The study protocol was approved by the Institutional Review Board of our hospital (IRB number SCHBC 2020-11-020). The study protocol conformed to the ethical guidelines of the World Medical Association Declaration of Helsinki.

2.2. Urine Culture

All urine samples were collected via a transurethral catheter from patients with suspected cases of cystitis. A loopful of well-mixed urine (0.001 mL) was inoculated onto a blood agar plate and MacConkey agar (Asan Medical, Seoul, Korea) [20,21,22]. The plates were incubated in a 5% CO2 incubator overnight at 35 to 37 °C. After 24 and 48 h of incubation, the culture plates were examined, and bacterial growth of ≥103 CFU/mL was considered a significant cut off for bacteriuria [22]. Bacterial identification was made by matrix-assisted laser desorption ionization-time of flight mass spectrometry (ASTA MicroIDSys, Suwon, Korea).

2.3. Sample Collection, Transport, and DNA Extraction

The amount of urine required for NGS has not yet been established; however, many studies have reported that at least 30–50 mL has proven to be successful for studies of the bladder and genitourinary microbiota [14,23,24,25]. Therefore, in this study, we used 50 mL urine samples for NGS. Upon collection, samples were immediately sent to the lab to be stored at −20 °C [26]. Within 1–2 days, samples were sent frozen with dry ice in the genetic lab. DNA was extracted with the Chemagic DNA Stool Kit (PerkinElmer Inc., Waltham, MA, USA) according to the manufacturer’s recommendations with pretreatment and modification.
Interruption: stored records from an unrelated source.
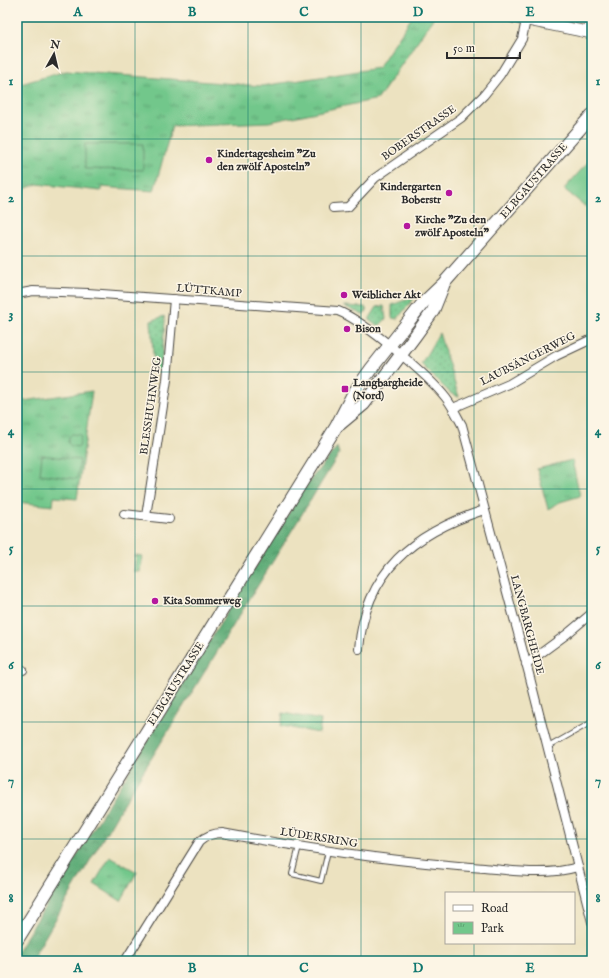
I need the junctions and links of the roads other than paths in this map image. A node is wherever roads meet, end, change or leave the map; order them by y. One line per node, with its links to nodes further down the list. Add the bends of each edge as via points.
1 (513, 17): 3 (street)
2 (589, 17): 4 (lane)
3 (526, 20): 4 (street); 6 (street, BOBERSTRASSE, via 522,38 500,76 461,118 381,173 348,207)
4 (589, 33)
5 (592, 115): 7 (main road, ELBGAUSTRASSE)
6 (333, 208)
7 (444, 283): 11 (main road, ELBGAUSTRASSE, via 423,303); 12 (main road, ELBGAUSTRASSE, via 433,311)
8 (17, 294): 9 (street, LÜTTKAMP, via 52,291)
9 (174, 299): 11 (street, LÜTTKAMP, via 338,311 361,324); 17 (street, BLESSHUHNWEG, via 166,380)
10 (592, 339): 13 (street, LAUBSÄNGERWEG, via 556,356 509,384)
11 (389, 346): 12 (street, LÜTTKAMP); 14 (main road, ELBGAUSTRASSE, via 353,394)
12 (400, 355): 13 (street, LANGBARGHEIDE, via 436,387); 14 (main road, ELBGAUSTRASSE, via 364,404)
13 (453, 408): 15 (street, LANGBARGHEIDE, via 462,425)
14 (336, 427): 29 (main road, ELBGAUSTRASSE)
15 (484, 510): 20 (street, via 432,531 395,560 381,578 367,608 360,632); 21 (street, LANGBARGHEIDE)
16 (124, 514): 17 (street)
17 (146, 516): 18 (street)
18 (169, 519)
19 (592, 612): 21 (street)
20 (359, 649)
21 (526, 664): 23 (street, LANGBARGHEIDE)
22 (592, 722): 23 (lane)
23 (548, 748): 26 (street, LANGBARGHEIDE)
24 (299, 846): 25 (street, LÜDERSRING); 25 (lane, via 292,874 321,881); 30 (street, LÜDERSRING, via 222,832 205,837 199,842)
25 (328, 850): 26 (street, LÜDERSRING, via 454,866 530,872 553,872)
26 (578, 867): 27 (street, LANGBARGHEIDE)
27 (589, 898): 28 (street, LANGBARGHEIDE)
28 (592, 922)
29 (17, 940)
30 (125, 961)

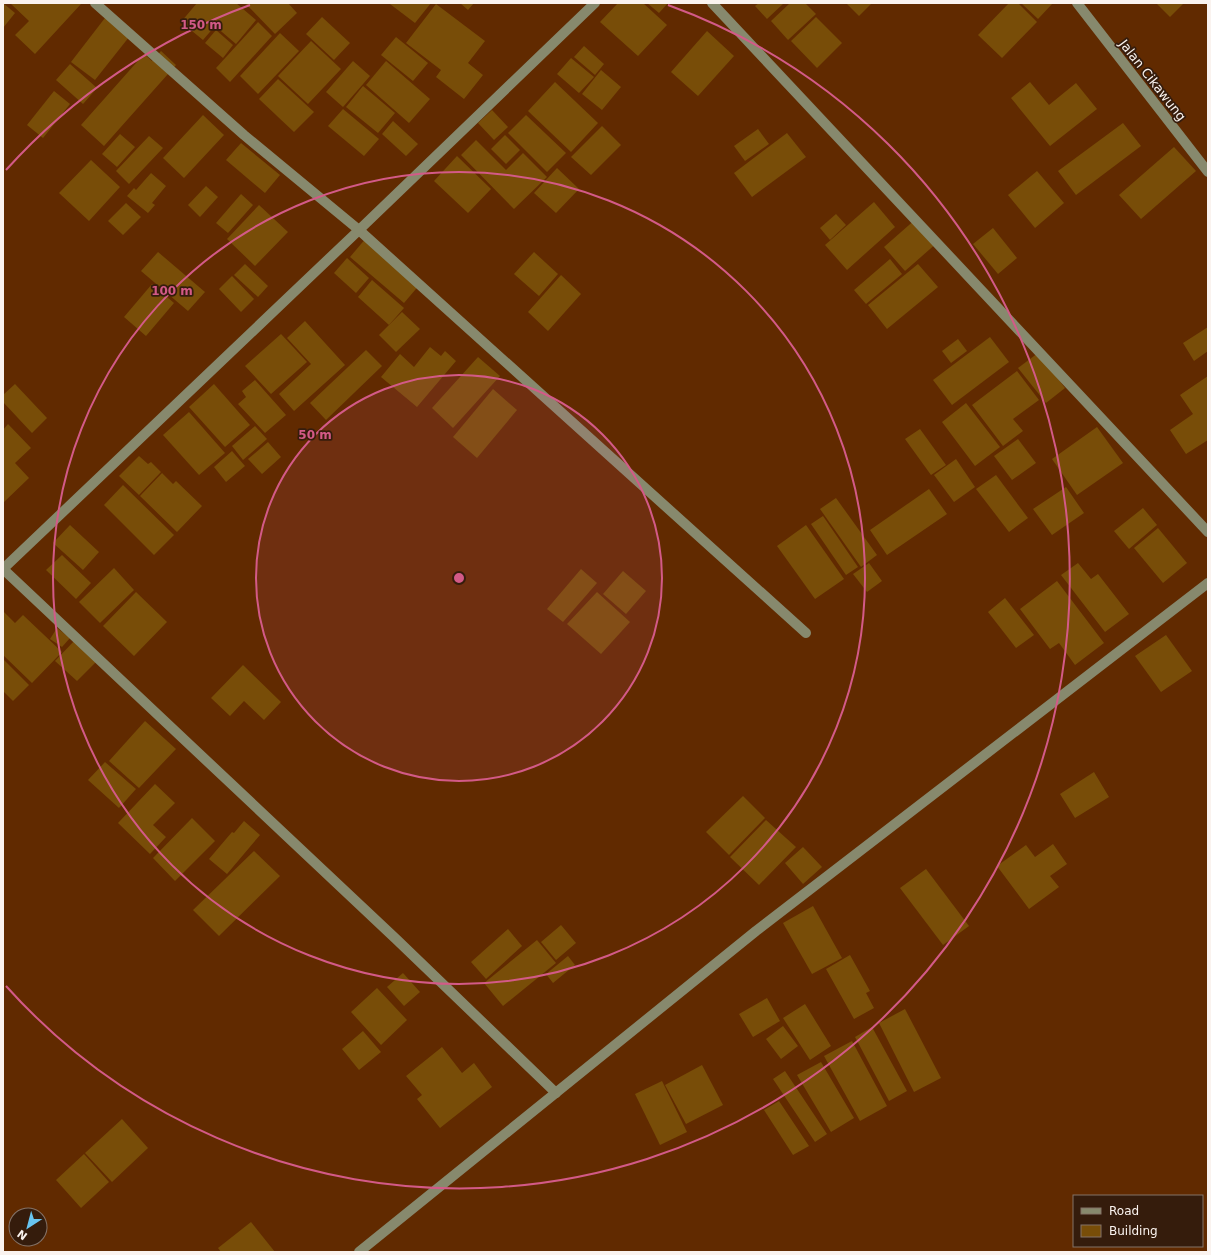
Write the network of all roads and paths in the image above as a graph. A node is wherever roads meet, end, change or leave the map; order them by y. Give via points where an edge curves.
1 (95, 3) edge
2 (595, 3) edge
3 (712, 3) edge
4 (1076, 3) edge
5 (1208, 172) edge
6 (359, 230) junction
7 (1208, 532) edge
8 (3, 569) edge
9 (1208, 584) edge
10 (806, 632) dead end
11 (556, 1093) junction
12 (359, 1252) edge

1 - 6 street via 244,135
2 - 6 street
3 - 7 street
4 - 5 street, Jalan Cikawung
6 - 8 street
6 - 10 street
8 - 11 street
9 - 11 street via 756,931
11 - 12 street

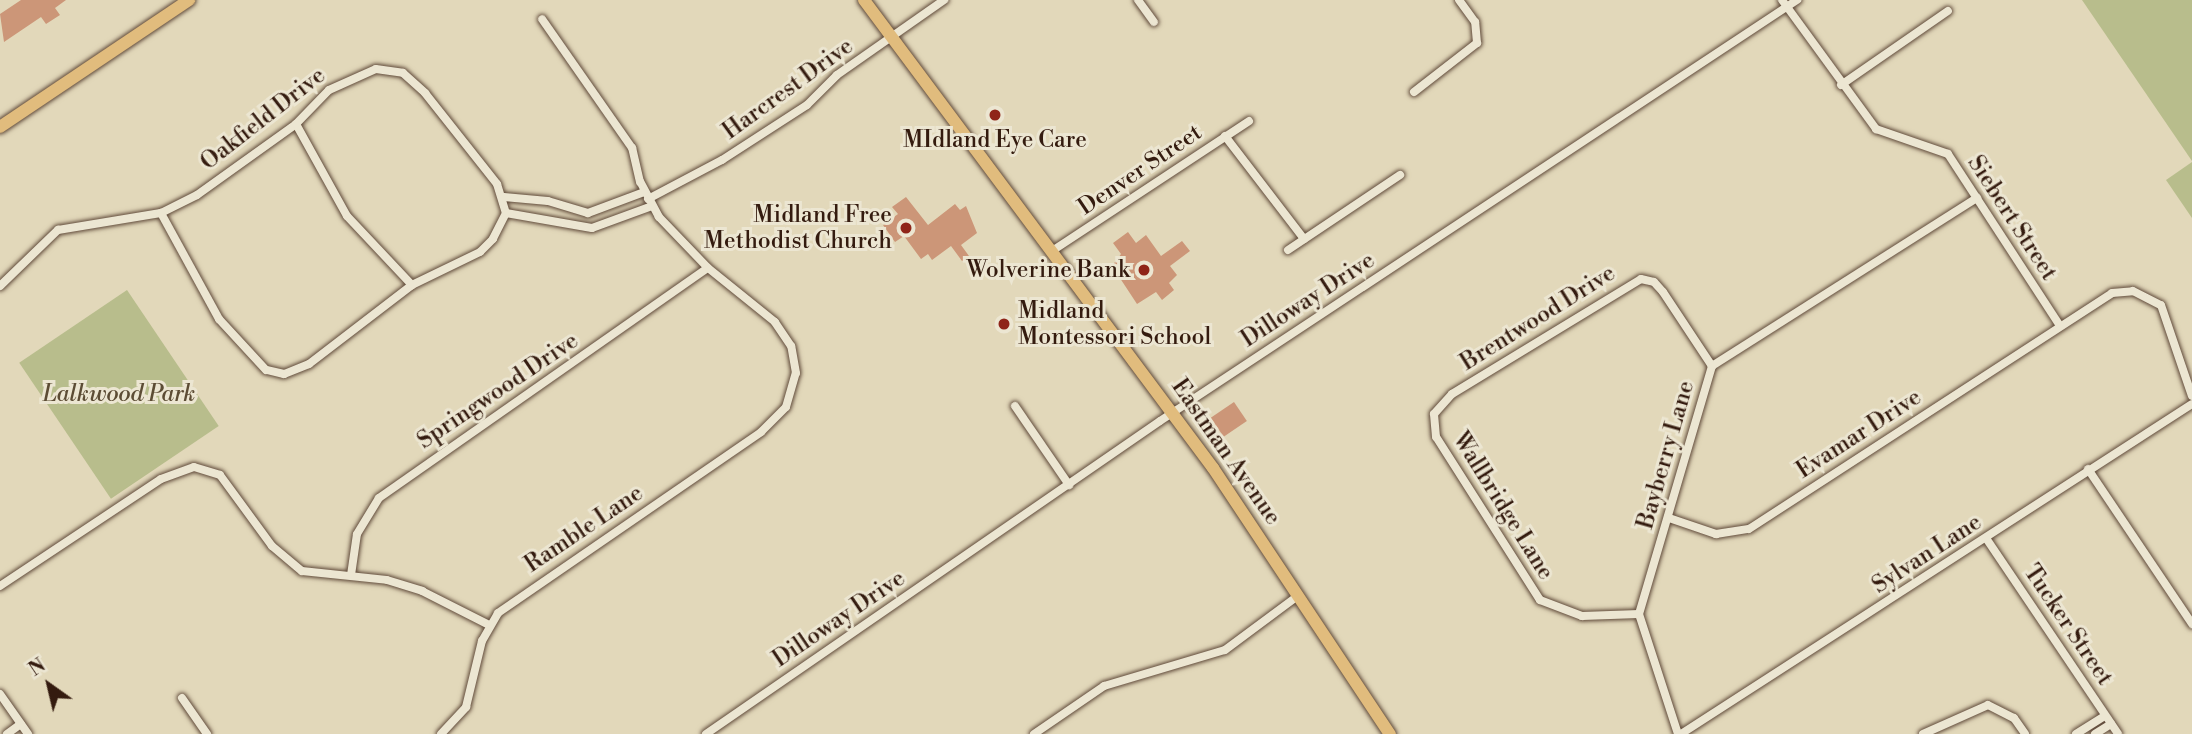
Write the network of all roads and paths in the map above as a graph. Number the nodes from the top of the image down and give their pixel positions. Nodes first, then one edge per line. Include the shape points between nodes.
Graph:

The urine specimens (50 mL) were centrifuged at 3000 rpm for 15 min, and the urinary pellets were washed twice with a 10-fold volume of phosphate-buffered saline (PBS). The washed pellets were resuspended in 700 uL of lysis buffer, and this suspension was then added to a silica bead tube. For cell lysis, the bead-suspension mix was vortexed at maximum speed for 5 min. After centrifugation, the supernatant was further subjected to thermal disruption, proteinase K digestion, and bead-binding and elution according to the manufacturer’s instruction. The DNA concentration was determined fluorometrically on the Qubit® 3.0 Fluorometer (Thermo Fisher Scientific, Waltham, MA, USA) using the QubitTM dsDNA HS Assay Kit.

2.4. 16S rRNA Amplicon Sequencing and Bioinformatics Analysis

Prepared DNA was used for 16S library construction using the NEXTflex 16S V4 Amplicon-Seq (BioO Scientific, Austin, TX, USA), and the resulting library was sequenced using the Illumina MiSeq Reagent Kit v2 (500 cycles) following the manufacturer’s protocol. To check the contamination of the DNA extraction process, 16S qPCR analysis was performed on negative controls and urine samples at the time of test set up. The negative controls included a pre-processing control, a lysis buffer control, and a binding buffer control, and all these negative controls had a concentration of 16S at least 10 times lower than the urine samples and were found to be not significantly contaminated compared to urine samples.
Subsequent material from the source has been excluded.